The Joy of Funerals, by Alix Strauss.
This is one of those books where the less said the better, because there is some mystery to preserve. I read the collection twice. First, I thought it was a smart and engaging collection of stories, with fully drawn characters and beautiful sentences. The second time around, all the pieces came together and I realized the meanings behind all that I had so lightheartedly enjoyed first time around. I envy those who haven’t yet read this book.

Strauss and I teach together at the JCC of Manhattan (through the New York Writers Workshop) and she is working on more fiction these days. Meantime, I’m thinking of taking her fiction writing class.

The Student Body, by Michael Melcher. Here’s what I said on Amazon.com: Devoured this smarty-pants bodice ripper on my recent trip to Mexico. Racy, torrid shenanigans among the highbrow, multi-culti, elite. A rare and winning combination! {Actually, the book is written by Jane Harvard, which is a pseudonym for Melcher and his three co-authors — all Harvard classmates — who wrote this book collaboratively.}

I met Melcher a few years ago when I interviewed him for a story on lawyers who make career changes. As a JD/MBA who now works as a career coach (in addition to his writing/public speaking), I went back and did a series of interviews of him for my book. He’s so damn smart about careers that my editor told me I had to cut some of those “Melcher” passages. Get to know him, if you’ve got a few hours you don’t mind losing track of, at his blog.

Other recent books I’m highly recommending by authors I’ve met and admire:

I Do But I Don’t, by Kamy Wikoff.
Wikoff’s book – equal parts memoir and social commentary — is a fascinating look at why the way we marry matters, and how even as women have come so far, we seem to fall into some arcane patterns around wedding time.

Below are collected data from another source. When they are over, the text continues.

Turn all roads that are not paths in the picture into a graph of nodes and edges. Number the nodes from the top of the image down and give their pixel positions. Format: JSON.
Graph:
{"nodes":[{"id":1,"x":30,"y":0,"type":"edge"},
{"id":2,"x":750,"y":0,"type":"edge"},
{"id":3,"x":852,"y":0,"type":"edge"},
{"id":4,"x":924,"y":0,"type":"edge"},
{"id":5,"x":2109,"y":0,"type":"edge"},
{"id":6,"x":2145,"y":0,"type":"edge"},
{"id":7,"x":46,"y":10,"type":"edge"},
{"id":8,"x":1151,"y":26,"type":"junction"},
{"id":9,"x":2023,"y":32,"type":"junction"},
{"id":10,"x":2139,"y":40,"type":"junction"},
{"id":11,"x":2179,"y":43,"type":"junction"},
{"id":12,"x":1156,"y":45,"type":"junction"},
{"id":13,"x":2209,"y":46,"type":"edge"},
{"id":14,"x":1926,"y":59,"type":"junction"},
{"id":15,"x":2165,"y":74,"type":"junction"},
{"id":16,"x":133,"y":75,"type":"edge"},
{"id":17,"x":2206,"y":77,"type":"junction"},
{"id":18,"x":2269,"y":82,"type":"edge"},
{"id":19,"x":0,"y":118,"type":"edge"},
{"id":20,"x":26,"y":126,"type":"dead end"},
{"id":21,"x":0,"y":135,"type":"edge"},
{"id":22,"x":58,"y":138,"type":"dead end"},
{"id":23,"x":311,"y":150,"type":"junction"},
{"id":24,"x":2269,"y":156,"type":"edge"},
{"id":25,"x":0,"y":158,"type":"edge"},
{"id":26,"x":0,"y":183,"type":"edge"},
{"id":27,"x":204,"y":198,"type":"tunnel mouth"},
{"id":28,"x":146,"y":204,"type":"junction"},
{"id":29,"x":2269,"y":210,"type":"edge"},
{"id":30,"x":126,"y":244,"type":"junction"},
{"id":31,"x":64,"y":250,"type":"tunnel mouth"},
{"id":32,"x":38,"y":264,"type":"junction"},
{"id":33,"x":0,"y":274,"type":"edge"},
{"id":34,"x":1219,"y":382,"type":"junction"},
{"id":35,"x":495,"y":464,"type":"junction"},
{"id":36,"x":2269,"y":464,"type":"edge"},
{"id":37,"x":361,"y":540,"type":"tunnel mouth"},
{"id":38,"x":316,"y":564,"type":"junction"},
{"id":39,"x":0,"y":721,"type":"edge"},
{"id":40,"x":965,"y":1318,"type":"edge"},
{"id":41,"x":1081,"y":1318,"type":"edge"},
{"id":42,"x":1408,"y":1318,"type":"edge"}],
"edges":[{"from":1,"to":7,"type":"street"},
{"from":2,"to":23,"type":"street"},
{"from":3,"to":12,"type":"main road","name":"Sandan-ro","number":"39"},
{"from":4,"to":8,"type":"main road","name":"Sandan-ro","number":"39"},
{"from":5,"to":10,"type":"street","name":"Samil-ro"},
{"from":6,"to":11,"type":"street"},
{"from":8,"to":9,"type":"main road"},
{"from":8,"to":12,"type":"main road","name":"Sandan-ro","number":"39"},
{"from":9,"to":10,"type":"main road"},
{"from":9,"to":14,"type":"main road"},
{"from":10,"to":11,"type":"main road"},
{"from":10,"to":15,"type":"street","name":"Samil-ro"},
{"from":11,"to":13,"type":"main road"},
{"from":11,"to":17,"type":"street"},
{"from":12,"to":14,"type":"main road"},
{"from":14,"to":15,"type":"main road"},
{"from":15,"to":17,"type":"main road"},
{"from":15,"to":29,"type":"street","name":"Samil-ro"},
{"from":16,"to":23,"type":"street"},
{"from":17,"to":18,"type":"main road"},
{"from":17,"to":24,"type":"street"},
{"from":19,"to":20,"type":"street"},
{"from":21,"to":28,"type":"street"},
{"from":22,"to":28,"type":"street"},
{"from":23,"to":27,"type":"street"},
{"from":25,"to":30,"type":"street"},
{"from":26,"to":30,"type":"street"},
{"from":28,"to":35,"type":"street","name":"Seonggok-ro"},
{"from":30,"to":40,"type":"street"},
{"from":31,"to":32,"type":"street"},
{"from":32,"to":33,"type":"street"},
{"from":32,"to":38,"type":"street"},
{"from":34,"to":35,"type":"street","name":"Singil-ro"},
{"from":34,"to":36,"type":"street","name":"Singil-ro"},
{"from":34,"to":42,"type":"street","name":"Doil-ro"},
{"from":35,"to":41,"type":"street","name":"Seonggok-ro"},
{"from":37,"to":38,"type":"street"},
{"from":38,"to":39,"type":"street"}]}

Anonymous Lawyer, Jeremy Blachman.
Blachman’s book just might be the first novel that began it’s life as a blog. The blog was a little “slash” project he started while a law student at Harvard. “Anonymous Lawyer,” as it was (and is still) called, was written in the voice of a jaded senior partner at an unnamed law firm. The fiction is so compelling and the voice so real, that Blachman has managed to keep up the blog even after he was unmasked in a New York Times article, and even after the book was published. (Blachman, who doesn’t seem to know from blogger’s block, also blogs in his own voice, that blog is another one of those Internet black holes, so be forewarned if you head over there and have some place you have to be any time soon.) I met Blachman a couple of months ago when I moderated a panel on lawyer/writers, organized by Law: The Afterlife.